Als plötzlich ein blutroter Komet am Nachthimmel auftaucht, ist allerdings Schluss mit lustig. Das Autokino wird hermetisch von der Außenwelt abgeschnitten, jeder der den Platz verlässt, verschwindet einfach.
Während auf der Leinwand weiterhin die Filme flimmern, beginnt die zivilisatorische Tünche langsam zu bröckeln. Das Recht des Stärkeren, des Brutaleren, erhebt sein Haupt, es kommt zu Kämpfen, Morden und, wenn das Opfer nun schon einmal gerade hinüber ist, kann man ja auch gleich zum Mahl schreiten; die Burger und Hot Dogs sind schließlich aus.
Jack und seine Freunde sind wie jeden Freitag gekommen, um die billigen Horrorstreifen abzufeiern. Jetzt verwandelt sich ihre Realität in einen Alptraum, in dem sie an die Grenzen ihrer Freundschaft, ihres Menschseins getrieben werden. In der Fortsetzung gelingt es einer Gruppe aus dem Autokino zu entkommen - doch das Draußen ist beileibe nicht besser oder sicherer, als das Kino. Auf Wegen, die scheinbar oder real alle wieder zurückführen, begegnen sie gar furchtbaren Wesen, dem Grauen und…
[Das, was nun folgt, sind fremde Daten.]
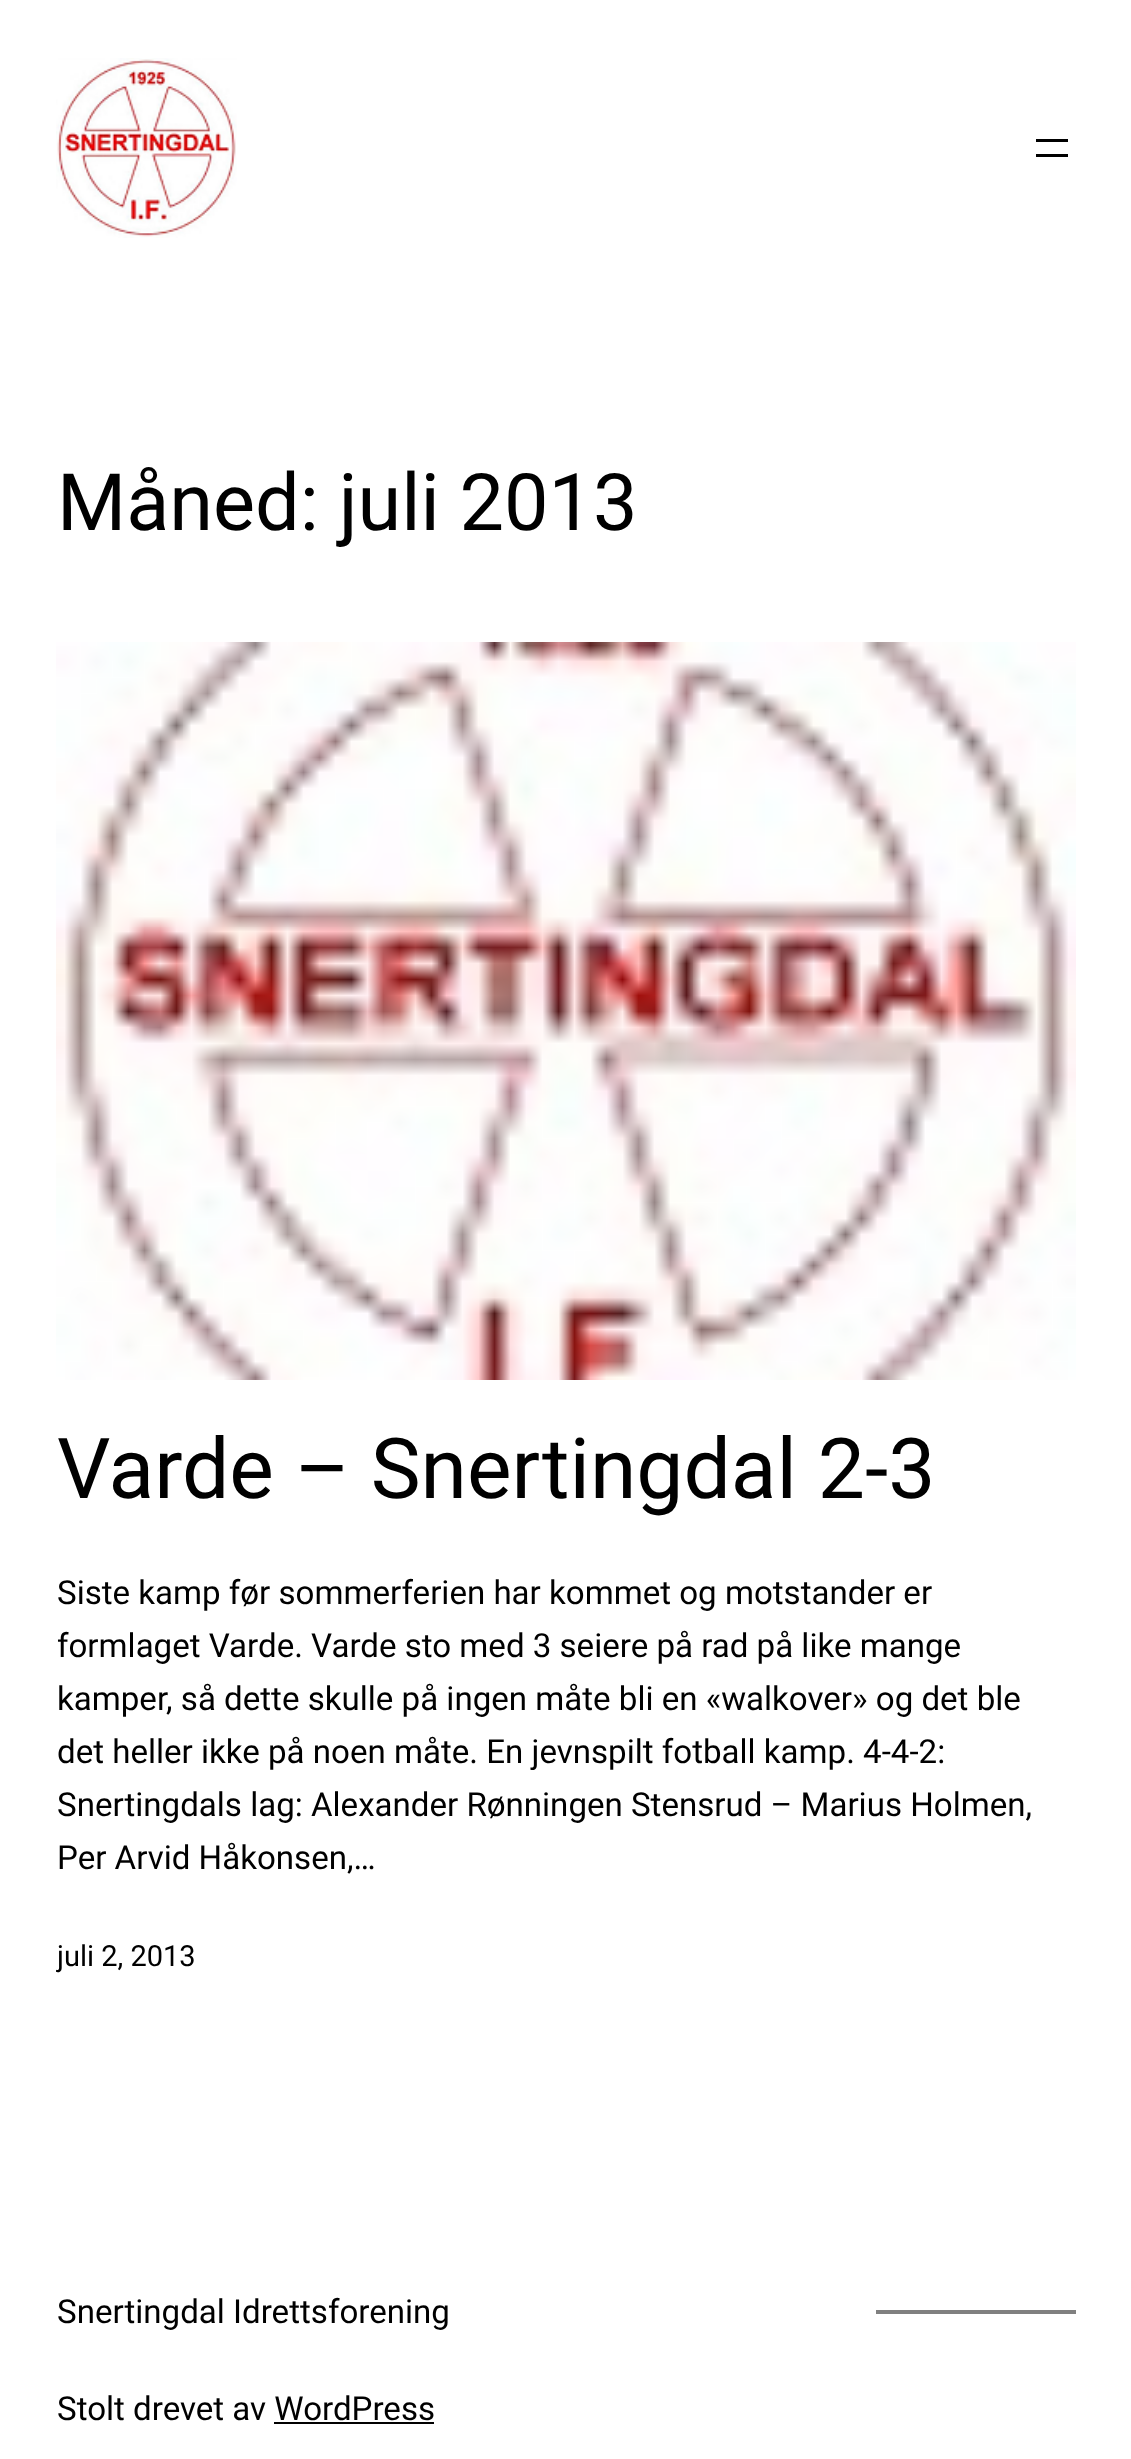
<svg xmlns="http://www.w3.org/2000/svg" width="1131" height="2459">
<rect width="100%" height="100%" fill="#fff"/>
<image x="56" y="58" width="181" height="180" href="media/1.png"/>
<rect x="1036" y="139" width="32" height="3" fill="#000"/>
<rect x="1036" y="154" width="32" height="3" fill="#000"/>
<text x="57" y="530" style="font-family:Roboto;font-size:79.25px;fill:#000">Måned: juli 2013</text>
<image x="56" y="642" width="1020" height="738" href="media/2.png"/>
<text x="57" y="1498" style="font-family:Roboto;font-size:84px;fill:#000">Varde – Snertingdal 2-3</text>
<text x="57" y="1604" style="font-family:Roboto;font-size:33.1px;fill:#000">Siste kamp før sommerferien har kommet og motstander er</text>
<text x="57" y="1657" style="font-family:Roboto;font-size:33.1px;fill:#000">formlaget Varde. Varde sto med 3 seiere på rad på like mange</text>
<text x="57" y="1710" style="font-family:Roboto;font-size:33.1px;fill:#000">kamper, så dette skulle på ingen måte bli en «walkover» og det ble</text>
<text x="57" y="1763" style="font-family:Roboto;font-size:33.1px;fill:#000">det heller ikke på noen måte. En jevnspilt fotball kamp. 4-4-2:</text>
<text x="57" y="1816" style="font-family:Roboto;font-size:33.1px;fill:#000">Snertingdals lag: Alexander Rønningen Stensrud – Marius Holmen,</text>
<text x="57" y="1869" style="font-family:Roboto;font-size:33.1px;fill:#000">Per Arvid Håkonsen,…</text>
<text x="57" y="1966" style="font-family:Roboto;font-size:29px;fill:#000">juli 2, 2013</text>
<text x="57" y="2323" style="font-family:Roboto;font-size:33.1px;fill:#000">Snertingdal Idrettsforening</text>
<rect x="876" y="2310" width="200" height="4" fill="#808080"/>
<text x="57" y="2420" style="font-family:Roboto;font-size:33.1px;fill:#000">Stolt drevet av WordPress</text>
<rect x="274" y="2422" width="160" height="2" fill="#000"/>
</svg>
Joe R. Lansdale ist mittlerweile ein gefeierter Bestseller-Autor. Seine Hap-und-Leonard-Romane, die momentan von Hollywood verfilmt werden, haben ihm internationalen Ruhm als Thriller- und Krimi-Autor eingebracht, seine phantastischen Romane lassen seinen Namen in den Ohren der Horror-Fans gut klingen.
Ich erinnere mich noch gut daran, als ich „Drive-In“ das erste Mal vor gut 25 Jahren gelesen habe. Damals dachte noch kein feutscher Verlag daran, den damals unbekannten Texaner zu veröffentlichen. Und was war das für ein Werk, das ich hier verschlang - es spielte, wie die allermeisten Bücher Lansdales, in dessen Heimat Texas, es nahm den typischen, fast schon persiflierten American Way of Life, nutzte diesen und stülpte ihm eine Mischung aus Pulp, Splatter und schwarzem Humor über. Das ist, ganz den Vorgaben der Hardcore-Edition folgend, nichts für empfindsame Gemüter, da geht es sehr realistisch, blutig und brutal zur Sache. So hat dies auch mit den mittlerweile so beliebten, weichgespülten Endzeit-Szenarien wenig zu tun, stattdessen erwarten den Leser typisch Lansdale-Figuren: Fundamentalisten der super-bornierten Art, religiöse Spinner, politische Hasardeure, ideologische Betonköpfe und Möchtegern-Herrscher der brutalen Art. Wie er dann das Wegbrechen der gesellschaftlichen Tünche beschreibt, das hat schon etwas. Erschreckend überzeugend beschreibt er die schnelle Verrohung der Sitten, wie schnell und mühelos Überzeugungen aufgegeben werden und das Faustrecht zum Tragen kommt.
Auch wenn der dritte Band, der die Frage thematisiert, inwieweit die Realität wirklich real oder vielleicht Einbildung einer Wesenheit ist, deutlich abfällt, haben die Werke nichts von ihrer Fähigkeit verloren, den Leser zu schocken, zu unterhalten, zum Nachdenken anzuregen und natürlich zu gruseln.